▸ Entries supplied:
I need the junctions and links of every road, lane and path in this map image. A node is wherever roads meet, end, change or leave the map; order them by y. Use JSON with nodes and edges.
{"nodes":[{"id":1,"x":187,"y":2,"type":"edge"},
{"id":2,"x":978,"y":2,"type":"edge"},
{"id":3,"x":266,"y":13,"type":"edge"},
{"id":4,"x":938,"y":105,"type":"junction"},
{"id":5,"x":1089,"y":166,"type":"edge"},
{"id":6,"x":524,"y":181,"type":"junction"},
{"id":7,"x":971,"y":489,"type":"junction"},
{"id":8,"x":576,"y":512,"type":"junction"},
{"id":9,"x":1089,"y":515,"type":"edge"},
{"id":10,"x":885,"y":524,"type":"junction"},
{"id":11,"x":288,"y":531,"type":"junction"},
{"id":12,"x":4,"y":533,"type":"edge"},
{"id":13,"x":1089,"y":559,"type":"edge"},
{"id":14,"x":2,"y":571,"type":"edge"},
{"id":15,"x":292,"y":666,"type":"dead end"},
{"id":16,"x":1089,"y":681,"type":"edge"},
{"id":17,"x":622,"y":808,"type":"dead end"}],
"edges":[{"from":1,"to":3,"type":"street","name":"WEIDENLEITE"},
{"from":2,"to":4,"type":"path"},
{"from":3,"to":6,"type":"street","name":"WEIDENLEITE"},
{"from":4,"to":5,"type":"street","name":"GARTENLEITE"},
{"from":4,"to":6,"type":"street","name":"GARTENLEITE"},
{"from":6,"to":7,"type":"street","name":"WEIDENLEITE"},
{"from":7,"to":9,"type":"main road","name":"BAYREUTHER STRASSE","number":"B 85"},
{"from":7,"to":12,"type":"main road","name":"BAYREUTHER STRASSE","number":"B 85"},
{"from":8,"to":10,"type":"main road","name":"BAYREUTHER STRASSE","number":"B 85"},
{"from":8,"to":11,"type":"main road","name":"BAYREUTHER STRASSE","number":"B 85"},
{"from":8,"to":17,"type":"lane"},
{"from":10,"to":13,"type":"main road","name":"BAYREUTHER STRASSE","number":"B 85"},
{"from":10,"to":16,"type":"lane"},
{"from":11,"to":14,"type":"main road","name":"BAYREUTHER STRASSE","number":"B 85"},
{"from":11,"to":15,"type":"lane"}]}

▸ Exercise: Print the entries exactly.

▸ Expected answer:
I need the junctions and links of every road, lane and path in this map image. A node is wherever roads meet, end, change or leave the map; order them by y. Use JSON with nodes and edges.
{"nodes":[{"id":1,"x":187,"y":2,"type":"edge"},
{"id":2,"x":978,"y":2,"type":"edge"},
{"id":3,"x":266,"y":13,"type":"edge"},
{"id":4,"x":938,"y":105,"type":"junction"},
{"id":5,"x":1089,"y":166,"type":"edge"},
{"id":6,"x":524,"y":181,"type":"junction"},
{"id":7,"x":971,"y":489,"type":"junction"},
{"id":8,"x":576,"y":512,"type":"junction"},
{"id":9,"x":1089,"y":515,"type":"edge"},
{"id":10,"x":885,"y":524,"type":"junction"},
{"id":11,"x":288,"y":531,"type":"junction"},
{"id":12,"x":4,"y":533,"type":"edge"},
{"id":13,"x":1089,"y":559,"type":"edge"},
{"id":14,"x":2,"y":571,"type":"edge"},
{"id":15,"x":292,"y":666,"type":"dead end"},
{"id":16,"x":1089,"y":681,"type":"edge"},
{"id":17,"x":622,"y":808,"type":"dead end"}],
"edges":[{"from":1,"to":3,"type":"street","name":"WEIDENLEITE"},
{"from":2,"to":4,"type":"path"},
{"from":3,"to":6,"type":"street","name":"WEIDENLEITE"},
{"from":4,"to":5,"type":"street","name":"GARTENLEITE"},
{"from":4,"to":6,"type":"street","name":"GARTENLEITE"},
{"from":6,"to":7,"type":"street","name":"WEIDENLEITE"},
{"from":7,"to":9,"type":"main road","name":"BAYREUTHER STRASSE","number":"B 85"},
{"from":7,"to":12,"type":"main road","name":"BAYREUTHER STRASSE","number":"B 85"},
{"from":8,"to":10,"type":"main road","name":"BAYREUTHER STRASSE","number":"B 85"},
{"from":8,"to":11,"type":"main road","name":"BAYREUTHER STRASSE","number":"B 85"},
{"from":8,"to":17,"type":"lane"},
{"from":10,"to":13,"type":"main road","name":"BAYREUTHER STRASSE","number":"B 85"},
{"from":10,"to":16,"type":"lane"},
{"from":11,"to":14,"type":"main road","name":"BAYREUTHER STRASSE","number":"B 85"},
{"from":11,"to":15,"type":"lane"}]}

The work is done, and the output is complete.